The Hide Artifacts technique includes various technical methods attackers utilize to conceal their presence on compromised systems. Common execution methods and mechanisms include:

• Hidden Files and Directories:

  • Attackers create files or directories with hidden attributes, making them invisible to standard directory listings.

  • On Windows, attackers might use the "attrib +h" command or NTFS Alternate Data Streams (ADS) to hide malicious files.

  • On Linux/Unix systems, attackers typically prefix filenames with a dot (.) to hide them from default directory listings.

• Rootkits and Kernel-Level Hiding:

  • Rootkits are specialized malware designed to conceal processes, files, registry keys, and network connections.

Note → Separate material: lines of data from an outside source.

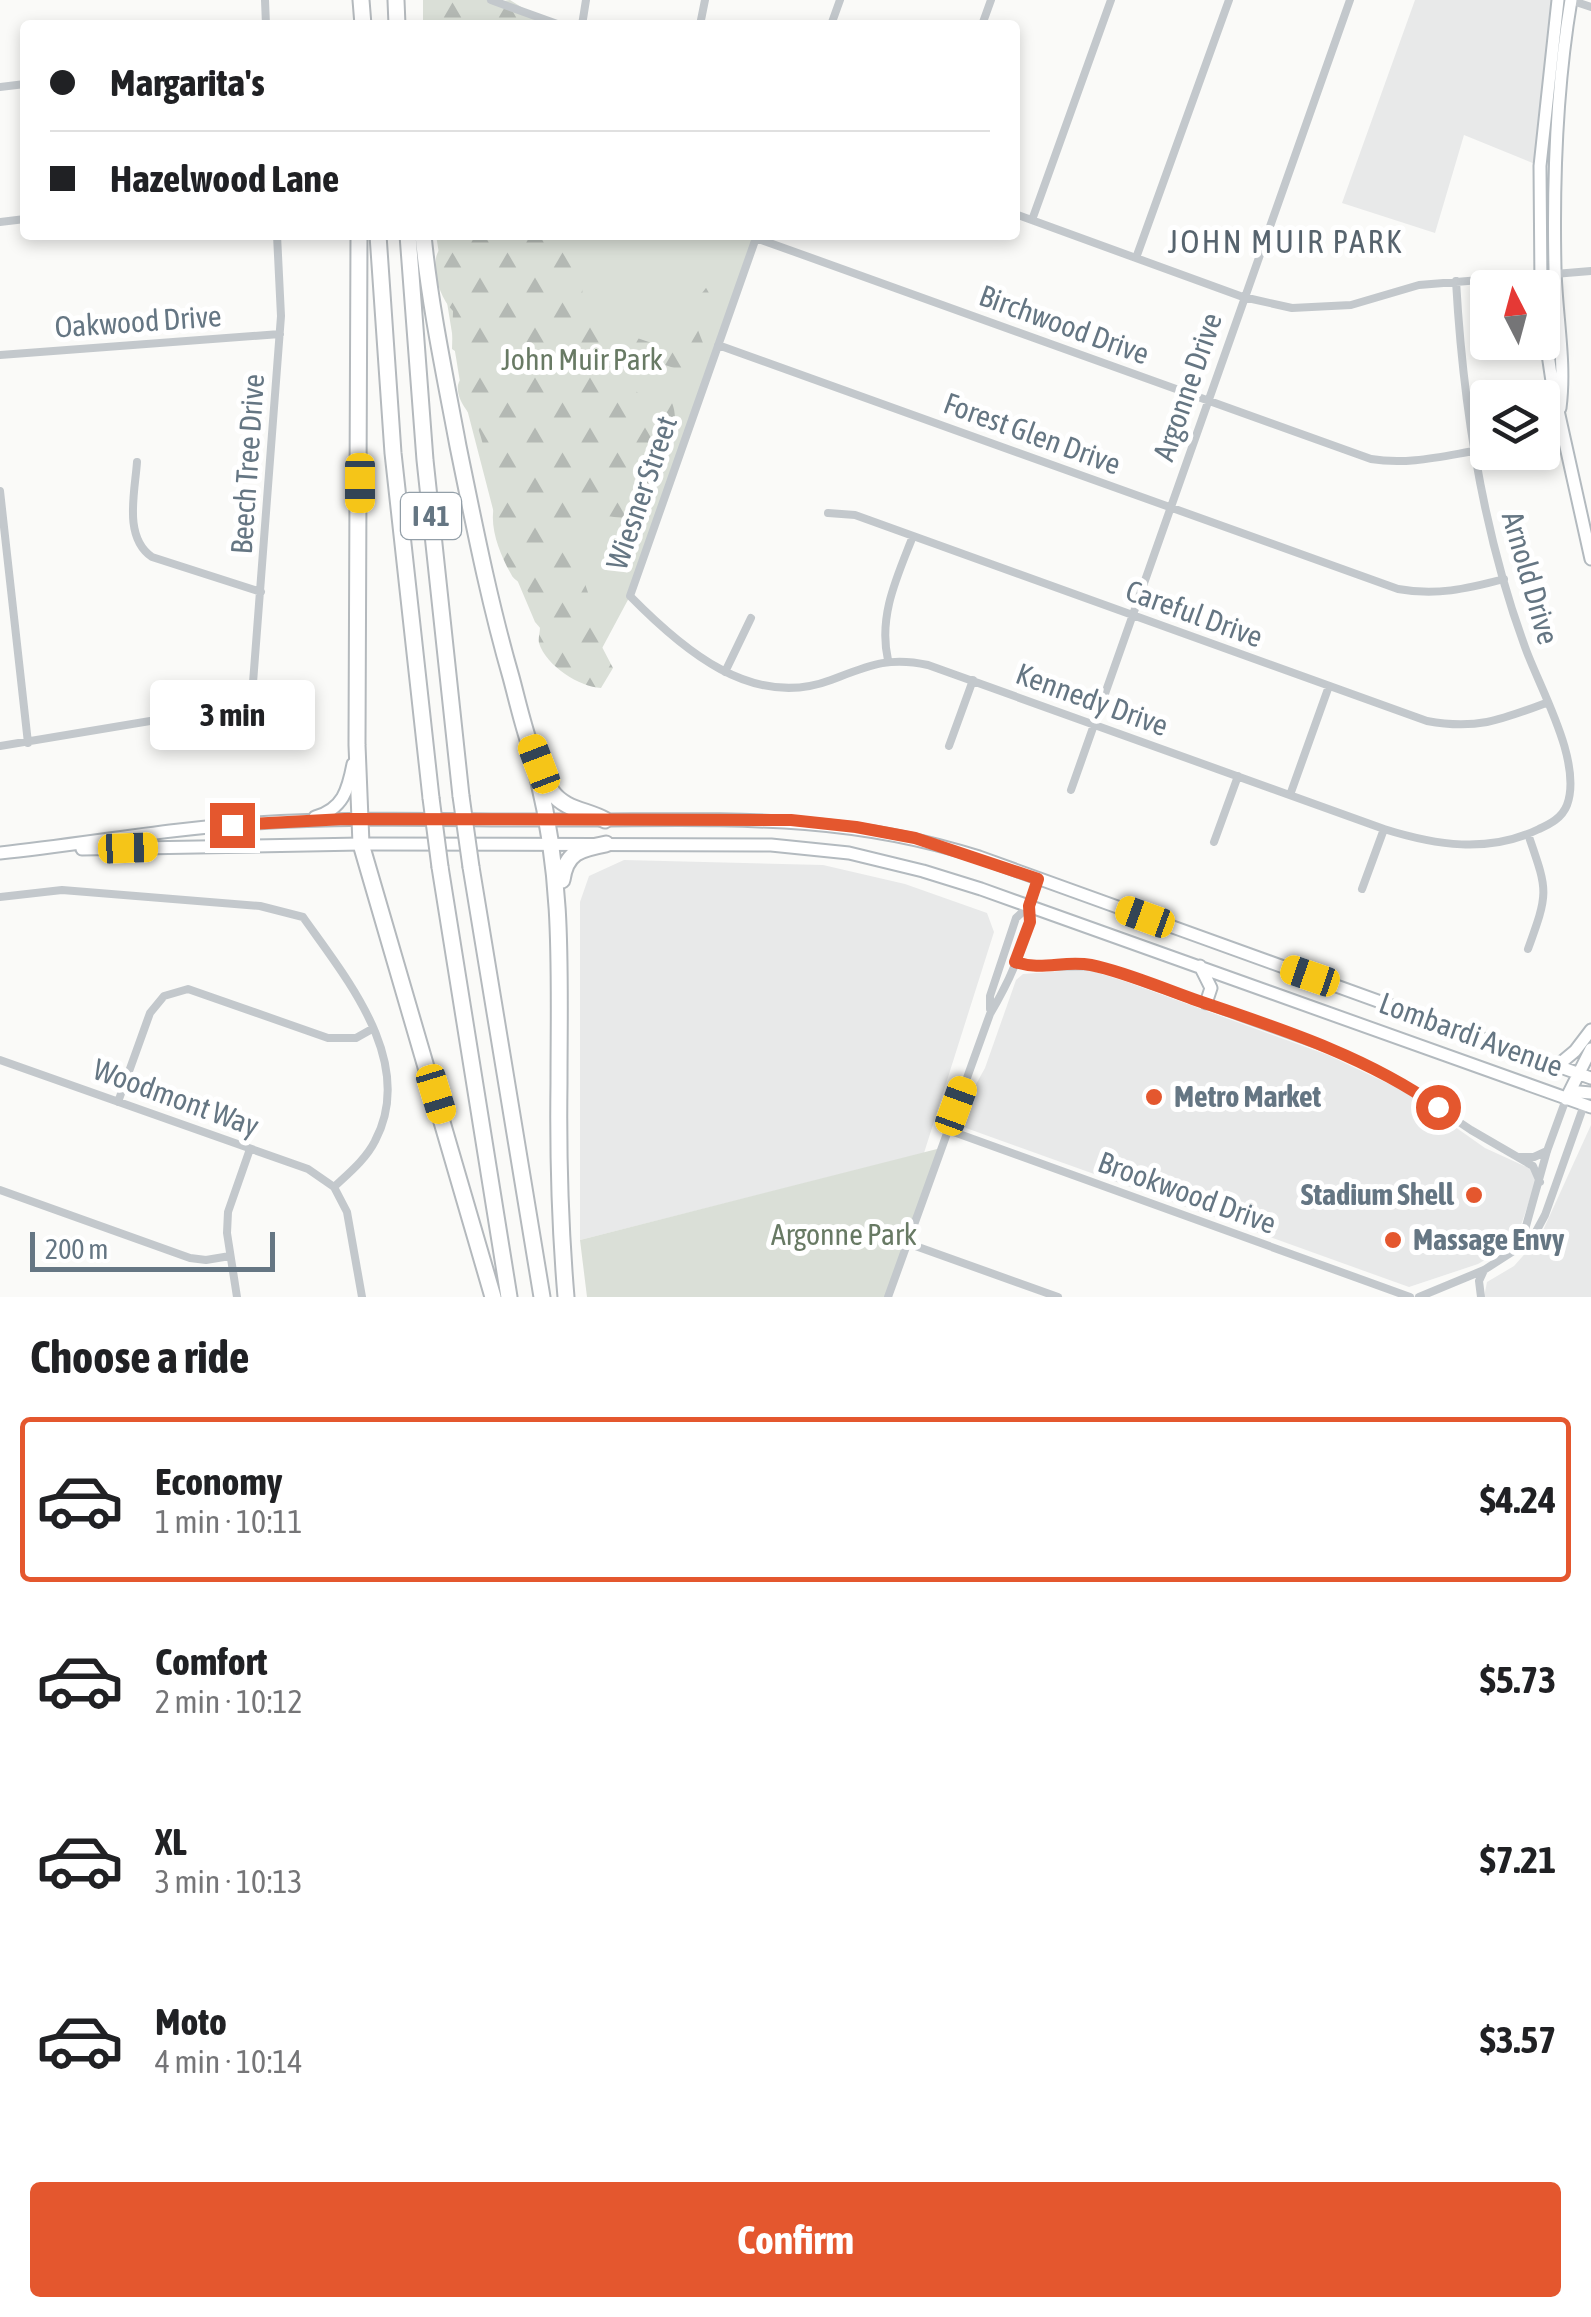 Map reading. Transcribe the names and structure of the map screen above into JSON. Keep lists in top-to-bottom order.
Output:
{
  "streets": {
    "highway": ["I 41"],
    "main road": ["Lombardi Avenue"],
    "street": [
      "Oakwood Drive",
      "Birchwood Drive",
      "Argonne Drive",
      "Forest Glen Drive",
      "Beech Tree Drive",
      "Wiesner Street",
      "Arnold Drive",
      "Careful Drive",
      "Kennedy Drive",
      "Woodmont Way",
      "Brookwood Drive"
    ]
  },
  "crossings": [
    ["Oakwood Drive", "Beech Tree Drive"],
    ["Birchwood Drive", "Argonne Drive"],
    ["Argonne Drive", "Forest Glen Drive"],
    ["Argonne Drive", "Careful Drive"],
    ["Argonne Drive", "Kennedy Drive"],
    ["Forest Glen Drive", "Wiesner Street"],
    ["Forest Glen Drive", "Arnold Drive"],
    ["Wiesner Street", "Kennedy Drive"],
    ["Arnold Drive", "Careful Drive"],
    ["Arnold Drive", "Kennedy Drive"]
  ],
  "districts": ["JOHN MUIR PARK"],
  "parks": ["John Muir Park", "Argonne Park"],
  "places": ["Metro Market", "Stadium Shell", "Massage Envy"],
  "scale_bar": "200 m",
  "north": "top",
  "page": {
    "banner": ["Margarita's", "Hazelwood Lane"],
    "bubble": "3 min",
    "scale": "200 m",
    "heading": "Choose a ride",
    "list": [
      {
        "name": "Economy",
        "note": "1 min · 10:11",
        "value": "$4.24"
      },
      {
        "name": "Comfort",
        "note": "2 min · 10:12",
        "value": "$5.73"
      },
      {
        "name": "XL",
        "note": "3 min · 10:13",
        "value": "$7.21"
      },
      {
        "name": "Moto",
        "note": "4 min · 10:14",
        "value": "$3.57"
      }
    ],
    "buttons": "Confirm"
  }
}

  • Kernel-mode rootkits intercept system calls and modify system behavior, effectively hiding malicious artifacts from user-space detection tools.

• Process Injection and Memory Manipulation:

  • Attackers inject malicious code into legitimate processes, effectively hiding malicious activities within trusted applications.

  • Techniques include DLL injection, reflective DLL injection, process hollowing, and thread hijacking.

• Registry and Configuration Manipulation:

  • Malicious actors may modify registry entries or configuration files to obscure persistence mechanisms.

  • Techniques include creating hidden registry keys, using obscure registry locations, or modifying legitimate registry entries to blend into normal system behavior.

• Data Obfuscation and Encryption:

  • Attackers encode or encrypt malicious payloads and configuration files to bypass signature-based detection systems.

  • Obfuscation methods include Base64 encoding, XOR encryption, and custom encoding schemes.

• Fileless Malware:

  • Attackers execute malicious payloads directly in memory without writing files to disk, significantly reducing forensic artifacts.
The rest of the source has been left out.